For those of us old enough to remember file transfer protocols, there
is that (and the more secure SCP) to move data from point A to point
B. But these aren’t very elegant, and get trapped by firewalls and
other security measures, as they should be.

Then there are the various file-sending services that go by such names
as SendThisFile.com, YouSendIt.com and DropSend.com etc. There is even
DilbertFiles.com, which I thought was a joke from the comic strip but
is actually a legit service that I guess has some license from Scott
Adams to use the hapless cubical dweller. These all operate pretty
much the same way, taking the transportation over from the email
network, and just using emails to notify your recipients that you have
a file transfer pending. You authenticate yourself via a Web browser
to both send and receive your file.

What is interesting lately is that email is also being replaced as the
notification network too: either by IMs or by Twitter. I have
mentioned this in my last essay, because of the generational divide
and the fact that email is now too slow to notify people that live on
Facebook, or just use their cell phones for Net data access, or
because people get too much email and they just miss the memo in their
inbox.

IMs have a lot going for them.

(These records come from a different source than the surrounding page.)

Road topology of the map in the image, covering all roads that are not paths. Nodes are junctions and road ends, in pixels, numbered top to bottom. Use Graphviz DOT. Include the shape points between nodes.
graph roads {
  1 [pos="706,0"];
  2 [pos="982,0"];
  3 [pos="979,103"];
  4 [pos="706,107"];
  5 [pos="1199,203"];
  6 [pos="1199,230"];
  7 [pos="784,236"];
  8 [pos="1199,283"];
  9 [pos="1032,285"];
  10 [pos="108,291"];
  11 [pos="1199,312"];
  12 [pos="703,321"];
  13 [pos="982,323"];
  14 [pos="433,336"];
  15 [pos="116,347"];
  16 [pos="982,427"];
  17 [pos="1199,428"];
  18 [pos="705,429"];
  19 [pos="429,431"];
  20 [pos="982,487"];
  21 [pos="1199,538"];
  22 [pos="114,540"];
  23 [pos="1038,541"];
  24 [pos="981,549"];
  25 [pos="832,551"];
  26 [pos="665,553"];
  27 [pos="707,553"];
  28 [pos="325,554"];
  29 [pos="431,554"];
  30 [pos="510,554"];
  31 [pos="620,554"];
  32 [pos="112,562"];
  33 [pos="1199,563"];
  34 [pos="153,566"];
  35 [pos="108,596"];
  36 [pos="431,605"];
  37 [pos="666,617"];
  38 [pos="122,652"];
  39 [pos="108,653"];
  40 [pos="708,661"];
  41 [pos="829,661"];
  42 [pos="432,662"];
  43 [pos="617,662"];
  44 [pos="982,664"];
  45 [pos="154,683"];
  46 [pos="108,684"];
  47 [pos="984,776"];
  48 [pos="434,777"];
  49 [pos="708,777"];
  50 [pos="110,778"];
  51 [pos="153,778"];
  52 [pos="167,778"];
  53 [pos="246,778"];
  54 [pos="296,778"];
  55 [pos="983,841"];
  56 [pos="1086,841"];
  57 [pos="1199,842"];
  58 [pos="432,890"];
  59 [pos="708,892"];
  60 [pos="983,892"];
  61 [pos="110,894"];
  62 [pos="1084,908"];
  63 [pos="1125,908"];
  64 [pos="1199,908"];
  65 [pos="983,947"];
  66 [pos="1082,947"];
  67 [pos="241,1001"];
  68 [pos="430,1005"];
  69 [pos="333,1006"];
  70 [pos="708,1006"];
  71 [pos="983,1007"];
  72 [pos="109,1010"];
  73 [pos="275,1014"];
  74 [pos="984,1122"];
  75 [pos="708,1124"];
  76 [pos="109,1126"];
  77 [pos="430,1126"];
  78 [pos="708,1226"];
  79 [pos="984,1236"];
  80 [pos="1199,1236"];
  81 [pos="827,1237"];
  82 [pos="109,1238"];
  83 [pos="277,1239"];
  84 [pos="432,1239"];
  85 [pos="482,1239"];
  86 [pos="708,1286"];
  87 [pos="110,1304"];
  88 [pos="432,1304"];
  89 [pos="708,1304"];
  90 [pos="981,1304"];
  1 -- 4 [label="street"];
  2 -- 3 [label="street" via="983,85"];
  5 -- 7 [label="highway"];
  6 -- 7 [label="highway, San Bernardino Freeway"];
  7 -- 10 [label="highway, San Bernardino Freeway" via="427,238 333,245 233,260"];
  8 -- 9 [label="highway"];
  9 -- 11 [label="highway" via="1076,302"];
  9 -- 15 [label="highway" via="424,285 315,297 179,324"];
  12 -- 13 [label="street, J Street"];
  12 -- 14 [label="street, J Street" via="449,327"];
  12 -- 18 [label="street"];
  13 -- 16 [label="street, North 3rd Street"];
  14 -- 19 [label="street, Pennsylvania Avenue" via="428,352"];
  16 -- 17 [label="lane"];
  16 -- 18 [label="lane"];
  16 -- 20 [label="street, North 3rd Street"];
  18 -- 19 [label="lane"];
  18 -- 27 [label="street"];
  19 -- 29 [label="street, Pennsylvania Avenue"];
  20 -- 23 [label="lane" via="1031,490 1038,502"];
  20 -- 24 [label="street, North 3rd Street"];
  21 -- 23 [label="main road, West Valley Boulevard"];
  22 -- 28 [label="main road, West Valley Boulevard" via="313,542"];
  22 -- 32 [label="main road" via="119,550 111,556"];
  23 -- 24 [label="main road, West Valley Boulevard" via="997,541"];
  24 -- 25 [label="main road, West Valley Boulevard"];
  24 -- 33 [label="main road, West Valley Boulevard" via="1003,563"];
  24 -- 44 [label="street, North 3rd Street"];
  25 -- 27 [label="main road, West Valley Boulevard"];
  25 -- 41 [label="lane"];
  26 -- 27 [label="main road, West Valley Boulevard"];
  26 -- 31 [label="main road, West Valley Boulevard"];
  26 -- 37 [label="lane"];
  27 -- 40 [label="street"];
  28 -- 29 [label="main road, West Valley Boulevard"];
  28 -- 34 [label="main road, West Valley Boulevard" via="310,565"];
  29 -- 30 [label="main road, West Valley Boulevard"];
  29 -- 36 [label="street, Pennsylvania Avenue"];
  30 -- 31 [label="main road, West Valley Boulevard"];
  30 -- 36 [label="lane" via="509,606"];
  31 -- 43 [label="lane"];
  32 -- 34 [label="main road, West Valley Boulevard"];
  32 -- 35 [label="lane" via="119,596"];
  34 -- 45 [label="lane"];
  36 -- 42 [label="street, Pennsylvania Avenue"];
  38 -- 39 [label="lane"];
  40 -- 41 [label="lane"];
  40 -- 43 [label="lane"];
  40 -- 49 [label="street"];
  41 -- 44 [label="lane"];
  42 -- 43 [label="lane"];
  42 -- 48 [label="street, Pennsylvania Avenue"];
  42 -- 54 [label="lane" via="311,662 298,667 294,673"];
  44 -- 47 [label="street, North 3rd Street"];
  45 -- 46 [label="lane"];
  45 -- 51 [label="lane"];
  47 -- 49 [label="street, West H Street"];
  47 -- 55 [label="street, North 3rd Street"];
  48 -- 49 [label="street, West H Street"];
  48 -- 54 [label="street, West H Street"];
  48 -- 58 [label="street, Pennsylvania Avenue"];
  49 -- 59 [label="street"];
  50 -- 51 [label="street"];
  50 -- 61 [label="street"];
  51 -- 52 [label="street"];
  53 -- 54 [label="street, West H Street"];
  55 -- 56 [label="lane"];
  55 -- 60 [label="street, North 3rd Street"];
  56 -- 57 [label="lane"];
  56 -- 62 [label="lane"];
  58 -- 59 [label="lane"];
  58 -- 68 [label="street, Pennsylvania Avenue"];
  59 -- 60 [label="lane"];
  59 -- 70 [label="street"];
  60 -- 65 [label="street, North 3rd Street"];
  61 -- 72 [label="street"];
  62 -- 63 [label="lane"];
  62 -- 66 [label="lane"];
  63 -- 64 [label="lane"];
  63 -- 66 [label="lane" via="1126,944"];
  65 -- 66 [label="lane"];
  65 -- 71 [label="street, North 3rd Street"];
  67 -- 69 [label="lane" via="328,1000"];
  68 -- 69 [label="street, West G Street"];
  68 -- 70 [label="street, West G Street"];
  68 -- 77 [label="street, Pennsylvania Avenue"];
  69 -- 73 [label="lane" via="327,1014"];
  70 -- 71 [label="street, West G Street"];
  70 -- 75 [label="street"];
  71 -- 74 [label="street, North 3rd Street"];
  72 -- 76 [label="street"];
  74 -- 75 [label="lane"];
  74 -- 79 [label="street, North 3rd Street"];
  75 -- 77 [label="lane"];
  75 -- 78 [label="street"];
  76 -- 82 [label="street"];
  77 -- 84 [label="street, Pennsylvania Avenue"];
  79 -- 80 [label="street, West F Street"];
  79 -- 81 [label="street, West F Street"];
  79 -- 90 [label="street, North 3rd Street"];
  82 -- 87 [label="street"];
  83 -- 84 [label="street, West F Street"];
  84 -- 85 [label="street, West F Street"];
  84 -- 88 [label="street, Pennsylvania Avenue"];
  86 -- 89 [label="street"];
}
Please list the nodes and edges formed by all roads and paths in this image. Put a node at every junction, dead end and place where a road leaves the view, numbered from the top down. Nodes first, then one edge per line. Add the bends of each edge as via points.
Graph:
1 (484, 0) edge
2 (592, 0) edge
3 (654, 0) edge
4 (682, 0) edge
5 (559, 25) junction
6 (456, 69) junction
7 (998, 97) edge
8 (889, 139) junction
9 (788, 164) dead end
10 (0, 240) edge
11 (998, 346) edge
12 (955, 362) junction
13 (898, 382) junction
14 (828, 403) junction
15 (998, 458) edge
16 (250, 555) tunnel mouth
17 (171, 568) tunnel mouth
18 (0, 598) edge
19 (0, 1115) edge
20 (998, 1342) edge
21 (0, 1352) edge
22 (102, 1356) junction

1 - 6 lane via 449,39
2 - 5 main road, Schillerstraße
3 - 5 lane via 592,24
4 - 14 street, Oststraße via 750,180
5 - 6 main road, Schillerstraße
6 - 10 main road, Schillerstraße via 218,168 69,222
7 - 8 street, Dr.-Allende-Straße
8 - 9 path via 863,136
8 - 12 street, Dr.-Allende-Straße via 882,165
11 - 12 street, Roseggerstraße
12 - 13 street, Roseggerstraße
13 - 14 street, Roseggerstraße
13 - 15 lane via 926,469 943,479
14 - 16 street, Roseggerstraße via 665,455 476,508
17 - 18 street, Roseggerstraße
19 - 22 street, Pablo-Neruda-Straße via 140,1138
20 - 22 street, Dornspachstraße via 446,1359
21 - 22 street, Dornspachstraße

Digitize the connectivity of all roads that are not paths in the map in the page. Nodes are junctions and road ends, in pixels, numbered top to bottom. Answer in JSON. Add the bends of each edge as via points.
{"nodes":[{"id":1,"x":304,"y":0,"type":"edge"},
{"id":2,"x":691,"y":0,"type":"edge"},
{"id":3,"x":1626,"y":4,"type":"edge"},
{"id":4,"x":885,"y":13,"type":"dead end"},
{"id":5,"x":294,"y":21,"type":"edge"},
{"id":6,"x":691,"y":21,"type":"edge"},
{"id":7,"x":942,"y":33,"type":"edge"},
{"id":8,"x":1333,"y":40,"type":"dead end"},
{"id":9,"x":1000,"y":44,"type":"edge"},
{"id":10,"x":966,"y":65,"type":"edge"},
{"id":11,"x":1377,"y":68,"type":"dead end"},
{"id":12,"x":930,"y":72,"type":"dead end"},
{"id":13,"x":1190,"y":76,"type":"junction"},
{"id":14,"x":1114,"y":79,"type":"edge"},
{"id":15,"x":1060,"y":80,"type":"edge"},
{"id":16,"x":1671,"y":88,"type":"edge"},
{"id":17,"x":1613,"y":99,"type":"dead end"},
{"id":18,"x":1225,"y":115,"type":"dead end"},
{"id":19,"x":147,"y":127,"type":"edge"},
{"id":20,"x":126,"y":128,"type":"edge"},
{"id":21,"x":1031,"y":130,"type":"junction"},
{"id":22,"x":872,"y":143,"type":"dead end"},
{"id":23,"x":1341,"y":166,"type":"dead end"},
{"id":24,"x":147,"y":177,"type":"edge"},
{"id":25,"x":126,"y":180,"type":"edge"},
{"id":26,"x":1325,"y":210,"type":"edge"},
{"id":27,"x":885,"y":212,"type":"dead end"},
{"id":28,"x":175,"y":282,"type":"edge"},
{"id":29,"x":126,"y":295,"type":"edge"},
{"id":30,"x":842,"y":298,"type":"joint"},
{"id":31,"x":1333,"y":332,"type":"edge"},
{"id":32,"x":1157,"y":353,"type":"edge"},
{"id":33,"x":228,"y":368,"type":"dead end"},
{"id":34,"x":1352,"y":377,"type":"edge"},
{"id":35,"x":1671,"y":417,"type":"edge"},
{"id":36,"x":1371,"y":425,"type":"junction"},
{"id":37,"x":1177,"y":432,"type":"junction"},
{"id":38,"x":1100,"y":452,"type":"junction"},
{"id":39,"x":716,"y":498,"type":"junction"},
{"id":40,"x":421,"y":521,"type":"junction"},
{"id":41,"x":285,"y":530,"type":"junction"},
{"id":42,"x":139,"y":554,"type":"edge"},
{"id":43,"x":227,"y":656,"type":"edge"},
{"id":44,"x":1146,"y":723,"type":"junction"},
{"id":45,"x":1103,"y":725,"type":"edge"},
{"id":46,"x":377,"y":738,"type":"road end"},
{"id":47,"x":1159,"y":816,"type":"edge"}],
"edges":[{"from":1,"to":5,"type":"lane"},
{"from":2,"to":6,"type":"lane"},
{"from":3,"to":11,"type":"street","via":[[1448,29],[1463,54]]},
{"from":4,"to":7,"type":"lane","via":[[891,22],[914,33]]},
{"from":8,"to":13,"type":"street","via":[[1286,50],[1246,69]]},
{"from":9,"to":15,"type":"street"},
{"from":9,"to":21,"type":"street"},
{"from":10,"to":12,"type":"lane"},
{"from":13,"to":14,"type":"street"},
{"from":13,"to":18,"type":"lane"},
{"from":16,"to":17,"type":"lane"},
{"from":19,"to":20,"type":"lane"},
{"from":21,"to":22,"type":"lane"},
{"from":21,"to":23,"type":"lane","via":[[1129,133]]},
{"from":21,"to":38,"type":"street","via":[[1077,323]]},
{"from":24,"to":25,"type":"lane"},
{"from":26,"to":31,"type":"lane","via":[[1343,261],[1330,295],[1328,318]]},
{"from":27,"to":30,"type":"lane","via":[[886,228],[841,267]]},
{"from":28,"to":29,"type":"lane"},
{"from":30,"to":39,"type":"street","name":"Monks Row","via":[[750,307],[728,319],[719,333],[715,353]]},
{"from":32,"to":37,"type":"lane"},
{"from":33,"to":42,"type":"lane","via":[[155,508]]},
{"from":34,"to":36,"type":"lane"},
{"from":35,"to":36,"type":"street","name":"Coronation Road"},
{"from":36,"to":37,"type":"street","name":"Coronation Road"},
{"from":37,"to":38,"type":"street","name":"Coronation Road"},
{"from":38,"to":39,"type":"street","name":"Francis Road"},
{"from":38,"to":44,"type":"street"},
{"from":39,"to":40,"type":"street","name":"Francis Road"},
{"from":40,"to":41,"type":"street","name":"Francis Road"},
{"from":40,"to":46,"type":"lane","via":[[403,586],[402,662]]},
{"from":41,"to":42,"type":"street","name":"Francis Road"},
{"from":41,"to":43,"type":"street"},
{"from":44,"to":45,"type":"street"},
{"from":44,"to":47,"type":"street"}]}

They are easy to use, they are almost
immediate, and they are now pretty much accepted in the fleets of
corporate communications vehicles. But they aren’t any better at
transferring data than email is – and in some cases corporations block
attachments, or users can’t get them because they are running multiple
client programs like Trillium or Adium that don’t always play well
with sending and receiving attachments (does this sound familiar)?
And IM is ideal for one-to-one communications, but quickly breaks down
when one-to-many conversations are required.

What about Twitter? This seems to have lots of promise as a
notification system, although it is still somewhat creaky, sort of
like when the first transcontinental railroads went in the 1800s. The
network can easily get overloaded, there are all sorts of tricks like
using hash tags and business people using Twitter to monitor
dissatisfied customers (Bank of America and Dell are two notable
examples). They can work really well for notifying a lot of people
quickly about real-time events, as we have seen with recent news
stories in the past several months.

The trouble is that making the transition from an all-email network to
this mixed bag of technologies is proving to be just as painful as
what Detroit is going through right now with its cars. Maybe upgrades
to Twitter can be included in part deux of the bailout express
package. After all, it comes under the heading of critical national
infrastructure. (I am somewhat kidding here).